Note that I mention “inspiration” again. I’ll come back to that.

But first, I want to explore the difference between aspiration and inspiration. Aspiration, of course, is the “ardent wish or desire for something, chiefly that which is elevated or spiritual.” (source: Wiktionary) Whereas inspiration is “the act of an elevating or stimulating influence upon the intellect, emotions or creativity.” In other words, aspiration is the desire for something you don’t have. Inspiration pushes you to act with what you already have.

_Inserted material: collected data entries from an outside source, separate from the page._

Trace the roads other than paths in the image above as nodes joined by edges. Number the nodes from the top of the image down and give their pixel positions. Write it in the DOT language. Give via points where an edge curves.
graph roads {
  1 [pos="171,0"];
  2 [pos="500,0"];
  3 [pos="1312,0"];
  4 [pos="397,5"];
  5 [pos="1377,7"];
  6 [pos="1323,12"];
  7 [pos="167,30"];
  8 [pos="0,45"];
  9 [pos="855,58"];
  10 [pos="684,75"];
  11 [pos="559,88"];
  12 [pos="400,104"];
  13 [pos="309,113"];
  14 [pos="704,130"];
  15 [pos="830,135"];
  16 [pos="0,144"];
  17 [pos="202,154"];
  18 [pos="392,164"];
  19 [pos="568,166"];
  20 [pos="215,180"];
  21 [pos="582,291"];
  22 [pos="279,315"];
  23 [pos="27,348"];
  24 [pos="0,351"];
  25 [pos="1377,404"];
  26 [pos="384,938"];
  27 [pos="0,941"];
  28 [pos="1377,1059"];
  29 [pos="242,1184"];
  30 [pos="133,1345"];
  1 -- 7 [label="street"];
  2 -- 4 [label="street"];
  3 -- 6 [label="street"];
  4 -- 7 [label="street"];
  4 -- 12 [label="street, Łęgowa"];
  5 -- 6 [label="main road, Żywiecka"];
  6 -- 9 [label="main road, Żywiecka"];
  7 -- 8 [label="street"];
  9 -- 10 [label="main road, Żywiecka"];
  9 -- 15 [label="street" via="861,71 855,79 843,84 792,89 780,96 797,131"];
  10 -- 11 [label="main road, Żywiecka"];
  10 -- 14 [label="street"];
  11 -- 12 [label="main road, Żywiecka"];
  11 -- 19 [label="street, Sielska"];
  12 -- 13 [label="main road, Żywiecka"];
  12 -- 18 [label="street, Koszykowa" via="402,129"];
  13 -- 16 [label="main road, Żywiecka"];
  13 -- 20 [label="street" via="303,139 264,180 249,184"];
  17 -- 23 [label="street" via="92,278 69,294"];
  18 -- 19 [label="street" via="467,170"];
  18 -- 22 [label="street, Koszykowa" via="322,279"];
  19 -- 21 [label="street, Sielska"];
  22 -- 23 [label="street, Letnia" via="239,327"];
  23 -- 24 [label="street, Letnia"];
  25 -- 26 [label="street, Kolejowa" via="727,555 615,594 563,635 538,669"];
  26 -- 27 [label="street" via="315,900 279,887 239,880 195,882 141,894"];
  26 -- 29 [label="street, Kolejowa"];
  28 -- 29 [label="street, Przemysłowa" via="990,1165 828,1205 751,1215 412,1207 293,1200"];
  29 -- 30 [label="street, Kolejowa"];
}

My point is that, based on my read of The Last Psychiatrist, and my take on Cory Doctorow’s and Jason Sanford’s essays, that most of Western culture (and by that I mean pop/materialist/consumerist culture) is stuck in an aspirational loop. We are desiring things we do not have, only to desire yet more things when we acquire these material items. We are left perpetually unsatisfied because a core need is not being met. I think this need is a sense of purpose. For many, religion has failed to provide that connection to a greater force. And while some gape in awe at the grandeur of the universe without need for a divine being, most cannot muster the will to appreciate that which is so unfathomable (that is, the immensity and complexity of the cosmos). For most it is easier to retire back into a sort of mindless trance, where we indulge in television and video games and ever more reclusive forms of self-numbing, because all seems utterly meaningless outside of our comfortable zone.

Well, I say, fuck that. If we cannot find meaning out there, then let’s make our own meaning right here. Let’s use the tools at our disposal, in other words, let’s inspire people toward greater things. And we can use science fiction as a backdrop to explore those grand ideas.  This is probably echoing a lot of what Jetse de Vries tried to do with his Shine: Optimistic SF anthology. And I say, let’s dream bigger. Why can’t we write stories, novels, films, video games that show the following:

o) a world without poverty, pollution,  hunger, disease that is not a frightful dystopia

o) the human race expanding into the solar system and beyond, not to conquer, but to explore and learn. Spaceships, in other words, without weapons and explosions. Yes, I’m thinking Star Trek, sans battles, but why is this view of the future considered quaint by many? It’s because we’ve been conditioned to be cynics, to believe that dystopia is the only possible future. We’ve been taught to be pessimistic. Note that I don’t mean there is a conspiracy, per se, but that our collective unconscious fears have been affecting us for a long time. It’s time we create our future worlds more consciously, the way we want them to appear, not how we fear they might.

o) a common dream for humanity, echoing what Carl Sagan says is his famous Cosmos tv series, a long-term goal for all, and with very real immediate milestones to be met. In other words, short-term inspiration towards long-term aspiration.

I believe science fiction has the tools to do all of this at its disposal now. SF can inspire us to greater things. And in fact I would argue that it is the only medium/genre/voice which has such power to shape and mold the future. Let’s not let our unconscious fears and behaviors rule us as if we are automatons, dreaming up default grotesque dystopias of corporate control and diminished individual power, of worlds smog-choked and polluted and dying, of wars and more death. Let’s consciously choose to create a different, better future, and let’s use science fiction as the tool to inspire it.*

* One last note. I do not suggest here that all stories of dystopia are bad. In fact, dystopias can often teach us how things can go wrong, and how we might avoid such a dark fate. But I think the balance of pessimistic vs. optimistic stories are skewed heavily toward the former, and a drastic shift is in order.